The sheer complexity of storage and processing methods deployed by big data applications has resulted in a prolonged wait for a deep learning framework that effectively works with big data. This paper announces the end of this wait, explaining the project, its execution model, and also real-world case studies.
Ease of working is ensured with the implementation of the BigDL framework as a library, which users can invoke as standard Spark programs running over clusters. The open-source project, implemented and made available through a collaborative portal (https://github.com/intel-analytics/BigDL), claims rich deep learning support, better performance, and also enhanced scale-out features.
A key innovation in this new BigDL execution model is data parallel training: gradients are computed using a “̺model forward-backward’ job,” and are then used to update “the parameters of the neural network model [using] a ‘parameter synchronization’ job.” The paper illustrates a detailed working of this technique.
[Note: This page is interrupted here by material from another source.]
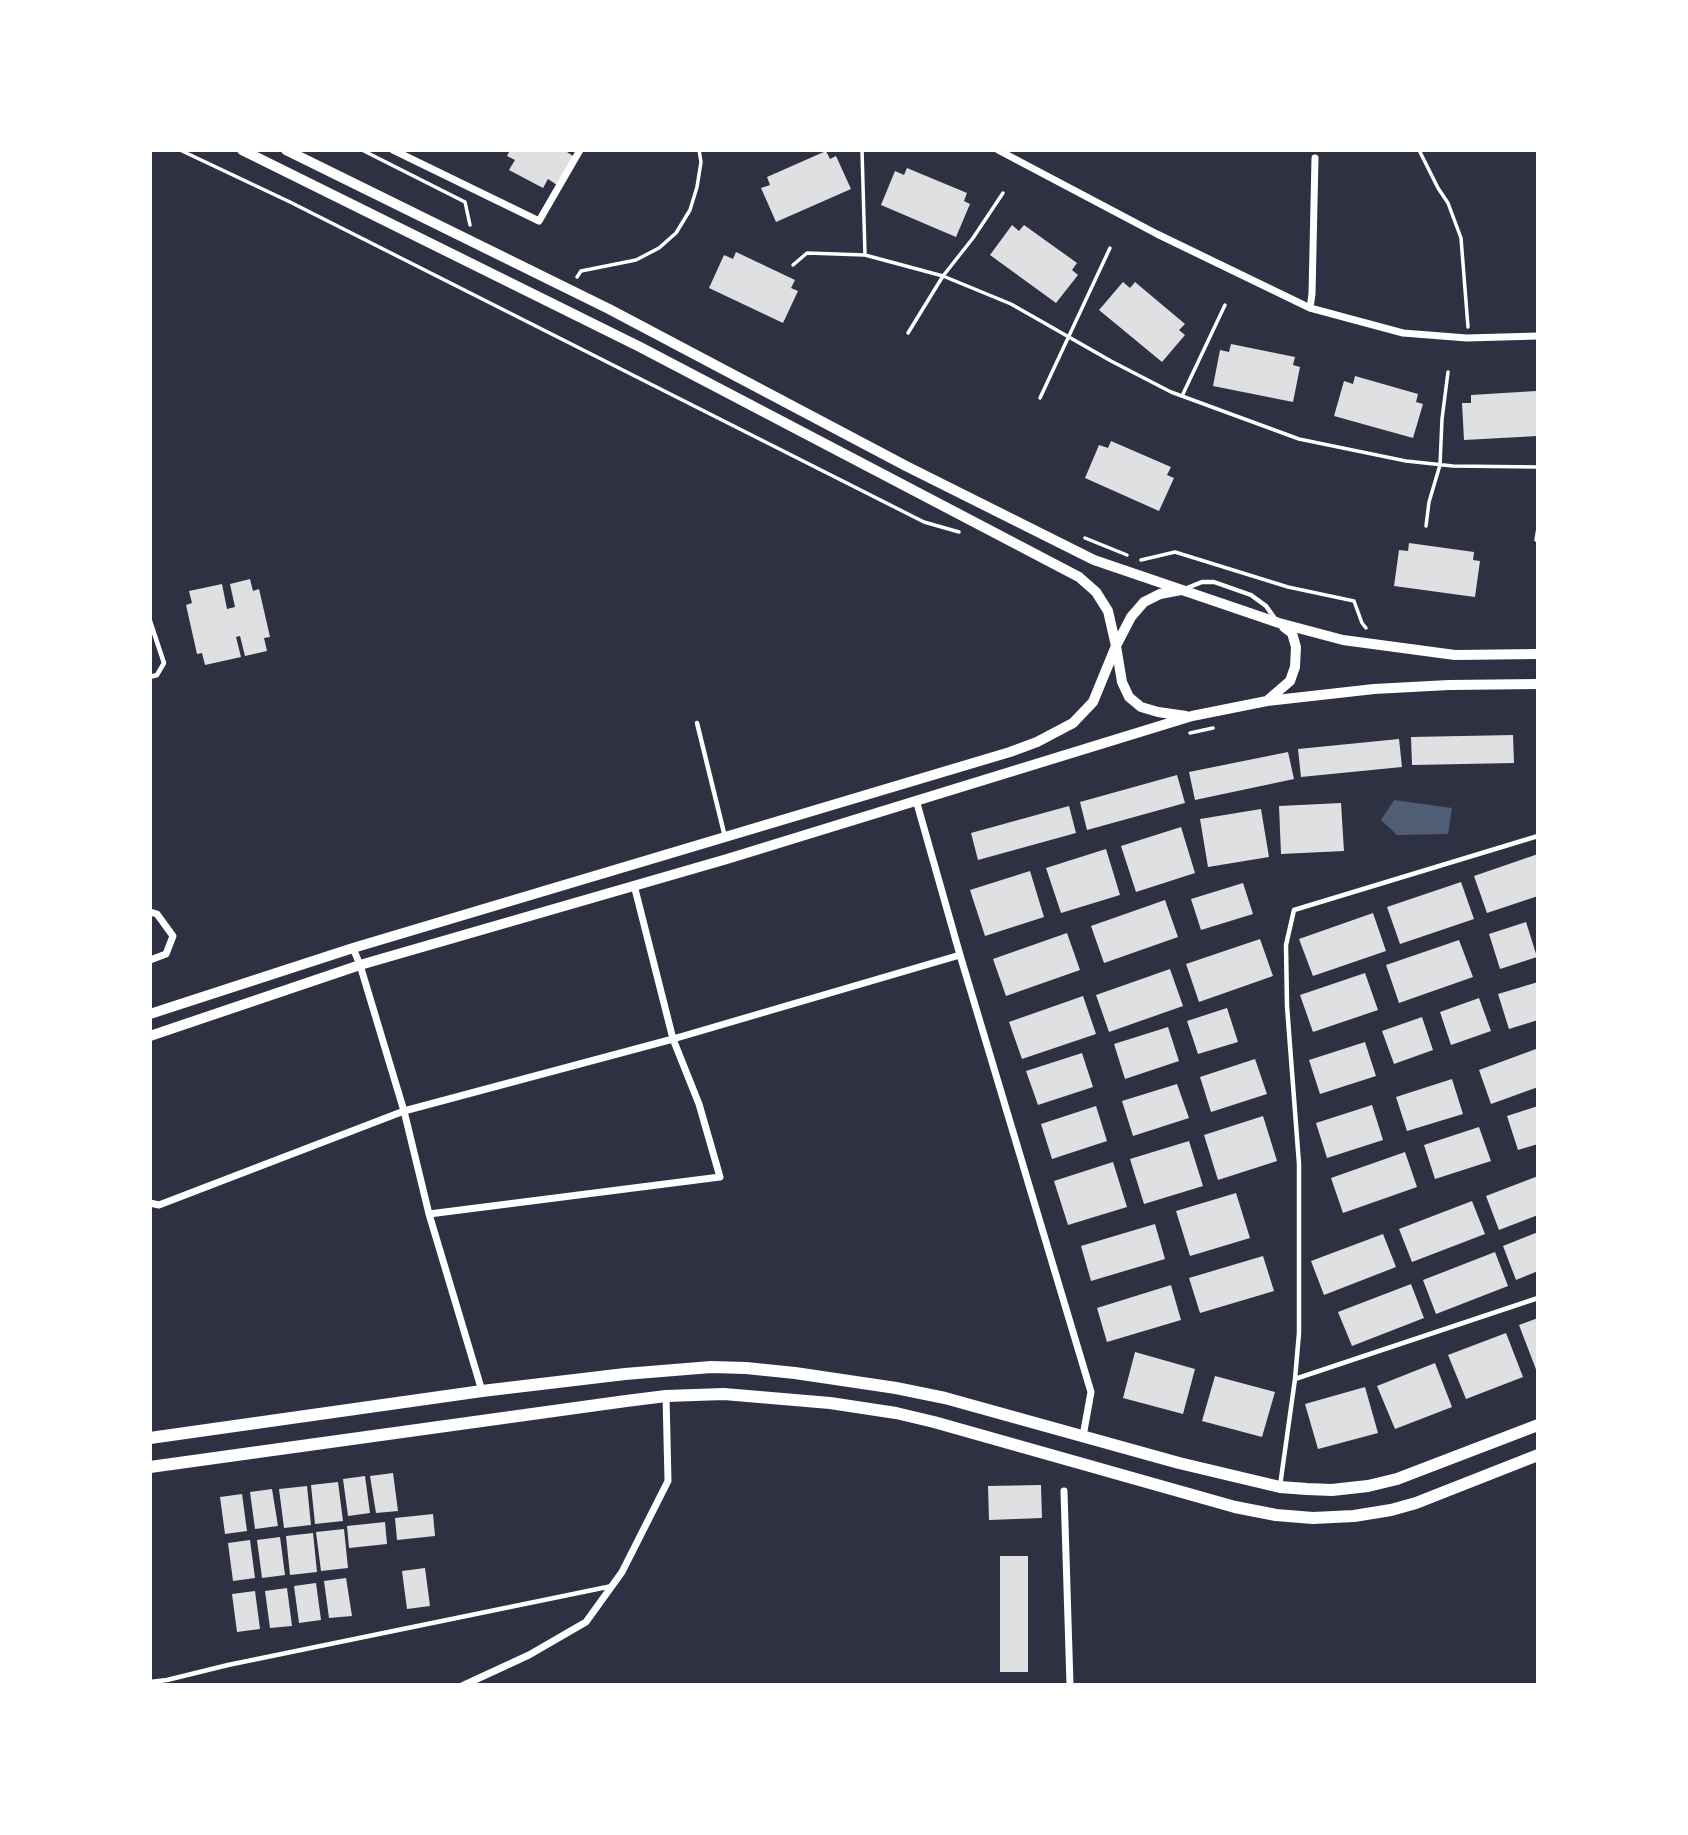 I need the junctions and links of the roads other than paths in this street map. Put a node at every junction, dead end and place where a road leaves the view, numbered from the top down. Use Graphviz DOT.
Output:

By adopting a “coarse-grained functional compute model,” which is state of the art in big data systems, BigDL claims to be “a viable design alternative for distributed model training.”
An evaluation test carried out for verifying computing performance on the BigDL and Caffe frameworks reveals that BigDL is 3.83 times faster than Caffe, even though both systems had slightly different hardware platforms. Another evaluation test carried out for scalability shows a speedup of 5.3 times when the nodes were increased to 96 from 16 (six times). The solution was observed “to scale reasonably well up to 256 nodes.”
The paper concludes by highlighting some of the case studies where BigDL was deployed. These include (i) an end-to-end object detection and feature detection model, (ii) a precipitation nowcasting (weather prediction) application that uses a convolutional long short-term memory (LSTM) network, and (iii) a real-time streaming speech classification.
The paper and the project have certainly elevated the reach of deep learning frameworks to newer domains, hitherto unavailable for studies and exploration. This is sure to attract more contributors, researchers, and application developers.